Presentation (Layer 6)
This layer provides independence from differences in data representation (e.g., encryption) by translating from application to network format, and vice versa. The presentation layer works to transform data into the form that the application layer can accept. This layer formats and encrypts data to be sent across a network, providing freedom from compatibility problems. It is sometimes called the syntax layer.

Session (Layer 5)
This layer establishes, manages and terminates connections between applications. The session layer sets up, coordinates, and terminates conversations, exchanges, and dialogues between the applications at each end. It deals with session and connection coordination.

Transport (Layer 4)
This layer provides transparent transfer of data between end systems, or hosts, and is responsible for end-to-end error recovery and flow control. It ensures complete data transfer.

Network (Layer 3)
This layer provides switching and routing technologies, creating logical paths, known as virtual circuits, for transmitting data from node to node. Routing and forwarding are functions of this layer, as well as addressing, internetworking, error handling, congestion control and packet sequencing.

Data Link (Layer 2)
At this layer, data packets are encoded and decoded into bits. It furnishes transmission protocol knowledge and management and handles errors in the physical layer, flow control and frame synchronization. The data link layer is divided into two sub layers: The Media Access Control (MAC) layer and the Logical Link Control (LLC) layer. The MAC sub layer controls how a computer on the network gains access to the data and permission to transmit it. The LLC layer controls frame synchronization, flow control and error checking.

Physical (Layer 1)
This layer conveys the bit stream - electrical impulse, light or radio signal -- through the network at the electrical and mechanical level.
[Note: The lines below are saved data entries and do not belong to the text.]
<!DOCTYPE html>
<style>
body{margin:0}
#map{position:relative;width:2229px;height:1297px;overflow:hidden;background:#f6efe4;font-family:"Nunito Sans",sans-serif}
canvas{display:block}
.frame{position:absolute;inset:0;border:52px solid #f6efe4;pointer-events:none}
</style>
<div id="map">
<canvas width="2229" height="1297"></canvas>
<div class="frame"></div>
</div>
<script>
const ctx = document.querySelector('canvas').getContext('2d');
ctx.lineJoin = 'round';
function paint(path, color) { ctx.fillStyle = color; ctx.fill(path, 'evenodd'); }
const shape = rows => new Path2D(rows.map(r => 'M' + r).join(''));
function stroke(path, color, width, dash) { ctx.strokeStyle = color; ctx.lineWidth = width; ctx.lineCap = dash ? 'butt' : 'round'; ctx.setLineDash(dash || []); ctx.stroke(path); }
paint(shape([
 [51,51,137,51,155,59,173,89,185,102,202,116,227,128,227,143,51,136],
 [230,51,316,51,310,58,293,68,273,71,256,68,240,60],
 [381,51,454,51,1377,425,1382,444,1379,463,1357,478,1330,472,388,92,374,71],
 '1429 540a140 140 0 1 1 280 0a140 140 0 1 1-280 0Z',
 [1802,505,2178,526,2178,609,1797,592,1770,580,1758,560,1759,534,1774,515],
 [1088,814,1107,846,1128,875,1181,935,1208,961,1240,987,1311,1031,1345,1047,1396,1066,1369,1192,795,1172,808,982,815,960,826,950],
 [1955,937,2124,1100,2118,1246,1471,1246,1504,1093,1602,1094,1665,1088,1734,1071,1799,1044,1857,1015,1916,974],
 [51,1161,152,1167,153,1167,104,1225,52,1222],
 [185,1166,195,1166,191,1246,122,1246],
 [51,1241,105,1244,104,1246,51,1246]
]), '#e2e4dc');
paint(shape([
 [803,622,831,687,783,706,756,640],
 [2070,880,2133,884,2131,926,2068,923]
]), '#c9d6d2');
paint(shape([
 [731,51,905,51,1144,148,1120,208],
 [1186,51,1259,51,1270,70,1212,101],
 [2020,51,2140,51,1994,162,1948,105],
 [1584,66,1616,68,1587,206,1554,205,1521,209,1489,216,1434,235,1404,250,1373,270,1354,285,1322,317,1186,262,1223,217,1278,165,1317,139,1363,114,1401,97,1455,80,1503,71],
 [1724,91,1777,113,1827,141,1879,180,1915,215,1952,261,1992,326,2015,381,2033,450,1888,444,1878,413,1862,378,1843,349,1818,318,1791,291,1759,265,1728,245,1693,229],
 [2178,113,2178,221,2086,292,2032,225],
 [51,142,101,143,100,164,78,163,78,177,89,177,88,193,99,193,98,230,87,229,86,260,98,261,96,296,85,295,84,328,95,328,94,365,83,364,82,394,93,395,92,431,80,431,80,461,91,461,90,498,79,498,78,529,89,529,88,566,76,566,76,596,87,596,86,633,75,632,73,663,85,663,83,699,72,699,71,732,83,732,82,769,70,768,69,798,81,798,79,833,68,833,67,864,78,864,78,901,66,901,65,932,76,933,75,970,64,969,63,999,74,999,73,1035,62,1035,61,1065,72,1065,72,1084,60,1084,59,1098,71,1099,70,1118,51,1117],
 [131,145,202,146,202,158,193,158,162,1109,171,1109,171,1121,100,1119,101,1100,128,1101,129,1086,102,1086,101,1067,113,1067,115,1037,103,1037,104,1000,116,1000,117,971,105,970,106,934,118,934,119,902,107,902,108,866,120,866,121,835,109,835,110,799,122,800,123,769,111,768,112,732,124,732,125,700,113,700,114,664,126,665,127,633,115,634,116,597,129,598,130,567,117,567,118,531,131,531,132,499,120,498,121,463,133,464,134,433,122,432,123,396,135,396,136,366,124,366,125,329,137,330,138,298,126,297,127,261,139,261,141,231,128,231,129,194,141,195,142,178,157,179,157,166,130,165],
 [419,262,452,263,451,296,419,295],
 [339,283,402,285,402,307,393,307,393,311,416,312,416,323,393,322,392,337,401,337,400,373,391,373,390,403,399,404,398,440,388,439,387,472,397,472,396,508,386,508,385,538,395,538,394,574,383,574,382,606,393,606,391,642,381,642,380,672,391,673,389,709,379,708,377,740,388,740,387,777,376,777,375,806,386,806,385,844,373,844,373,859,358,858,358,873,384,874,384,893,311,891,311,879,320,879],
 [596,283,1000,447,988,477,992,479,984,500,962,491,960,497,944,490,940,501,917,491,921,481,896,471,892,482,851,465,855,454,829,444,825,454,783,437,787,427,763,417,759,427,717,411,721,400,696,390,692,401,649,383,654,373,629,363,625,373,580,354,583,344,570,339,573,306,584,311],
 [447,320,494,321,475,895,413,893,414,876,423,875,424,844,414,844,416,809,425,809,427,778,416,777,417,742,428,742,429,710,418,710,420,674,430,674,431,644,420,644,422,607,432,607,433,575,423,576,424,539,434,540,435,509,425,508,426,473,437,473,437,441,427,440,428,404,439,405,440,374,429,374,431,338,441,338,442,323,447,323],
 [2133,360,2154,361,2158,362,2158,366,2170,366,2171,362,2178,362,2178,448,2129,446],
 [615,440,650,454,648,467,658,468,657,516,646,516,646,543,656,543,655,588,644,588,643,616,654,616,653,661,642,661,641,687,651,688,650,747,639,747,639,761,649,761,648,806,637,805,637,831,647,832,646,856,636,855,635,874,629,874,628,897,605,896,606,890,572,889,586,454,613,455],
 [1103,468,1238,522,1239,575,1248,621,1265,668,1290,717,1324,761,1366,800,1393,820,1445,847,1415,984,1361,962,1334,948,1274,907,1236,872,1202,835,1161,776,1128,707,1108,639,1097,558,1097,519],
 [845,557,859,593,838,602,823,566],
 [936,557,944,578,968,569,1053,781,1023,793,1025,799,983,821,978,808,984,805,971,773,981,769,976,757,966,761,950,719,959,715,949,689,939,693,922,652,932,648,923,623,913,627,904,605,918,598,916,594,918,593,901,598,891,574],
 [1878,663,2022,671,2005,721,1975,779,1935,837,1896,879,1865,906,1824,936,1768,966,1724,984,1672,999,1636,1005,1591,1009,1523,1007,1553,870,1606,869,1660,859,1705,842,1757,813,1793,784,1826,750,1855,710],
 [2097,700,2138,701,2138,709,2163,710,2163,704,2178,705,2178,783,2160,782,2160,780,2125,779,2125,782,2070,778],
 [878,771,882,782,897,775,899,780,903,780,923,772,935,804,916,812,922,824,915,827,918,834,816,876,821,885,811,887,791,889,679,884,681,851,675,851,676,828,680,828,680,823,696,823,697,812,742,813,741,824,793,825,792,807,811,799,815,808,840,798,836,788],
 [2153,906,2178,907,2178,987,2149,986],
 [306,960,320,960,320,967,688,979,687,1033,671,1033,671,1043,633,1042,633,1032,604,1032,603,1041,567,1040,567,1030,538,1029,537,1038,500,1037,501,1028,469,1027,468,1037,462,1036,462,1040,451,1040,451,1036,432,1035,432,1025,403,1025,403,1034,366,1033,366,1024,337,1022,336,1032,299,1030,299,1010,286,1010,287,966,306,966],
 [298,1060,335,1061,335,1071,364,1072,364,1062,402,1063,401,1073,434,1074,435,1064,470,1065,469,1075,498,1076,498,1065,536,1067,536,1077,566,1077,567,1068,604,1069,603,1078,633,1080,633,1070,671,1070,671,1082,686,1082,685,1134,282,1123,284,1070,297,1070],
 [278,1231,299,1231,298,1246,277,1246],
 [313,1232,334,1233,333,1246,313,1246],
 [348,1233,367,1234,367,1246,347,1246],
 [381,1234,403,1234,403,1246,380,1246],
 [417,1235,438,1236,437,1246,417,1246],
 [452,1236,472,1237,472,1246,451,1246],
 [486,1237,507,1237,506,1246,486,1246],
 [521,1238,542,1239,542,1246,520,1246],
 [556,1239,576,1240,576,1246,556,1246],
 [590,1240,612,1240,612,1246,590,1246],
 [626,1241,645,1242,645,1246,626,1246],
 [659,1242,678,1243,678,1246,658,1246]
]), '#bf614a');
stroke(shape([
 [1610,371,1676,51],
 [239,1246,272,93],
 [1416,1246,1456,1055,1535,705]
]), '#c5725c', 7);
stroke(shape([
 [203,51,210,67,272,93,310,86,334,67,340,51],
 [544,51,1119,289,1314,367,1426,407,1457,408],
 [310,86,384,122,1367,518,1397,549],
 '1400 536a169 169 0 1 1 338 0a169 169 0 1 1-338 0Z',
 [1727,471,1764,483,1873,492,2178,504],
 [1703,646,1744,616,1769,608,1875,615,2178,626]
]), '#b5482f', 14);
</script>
It provides the hardware means of sending and receiving data on a carrier, including defining cables, cards and physical aspects. Fast Ethernet, RS232, and ATM are protocols with physical layer components.

Protocols
TCP is connection-oriented protocol. When a file or message send it will get delivered unless connections fails. If connection lost, the server will request the lost part. There is no corruption while transferring a message. TCP uses a three way hand shake to establish a connection.

UDP is connectionless protocol. When you a send a data or message, you don't know if it'll get there, it could get lost on the way. There may be corruption while transferring a message.

Common Ports
FTP: 20, 21
SSH: 22
Telnet: 23
SMTP: 25
DNS: 53
BOOTP: 67, 68
HTTP: 80
POP3: 110
NTP: 123
Netbios: 137
SNMP: 161
BGP: 179
LDAP: 389
HTTPS: 443
SMB: 445
H.323: 1720
MySQL: 3306
RDP: 3389
SIP: 5060

Hubs and Collision Domains
Hubs were created as intermediary network devices that enable more nodes to connect to the shared media. Also known as multi-port repeaters, hubs retransmit received data signals to all connected devices, except the one from which it received the signals. Hubs do not perform network functions such as directing data based on addresses.

Hubs and repeaters are intermediary devices that extend the distance that Ethernet cables can reach. Because hubs operate at the Physical layer, dealing only with the signals on the media, collisions can occur between the devices they connect and within the hubs themselves.

Further, using hubs to provide network access to more users reduces the performance for each user because the fixed capacity of the media has to be shared between more and more devices.

The connected devices that access a common media via a hub or series of directly connected hubs make up what is known as a collision domain. A collision domain is also referred to as a network segment. Hubs and repeaters therefore have the effect of increasing the size of the collision domain.

Switch
In the last few years, switches have quickly become a fundamental part of most networks. Switches allow the segmentation of the LAN into separate collision domains. Each port of the switch represents a separate collision domain and provides the full media bandwidth to the node or nodes connected on that port. With fewer nodes in each collision domain, there is an increase in the average bandwidth available to each node, and collisions are reduced.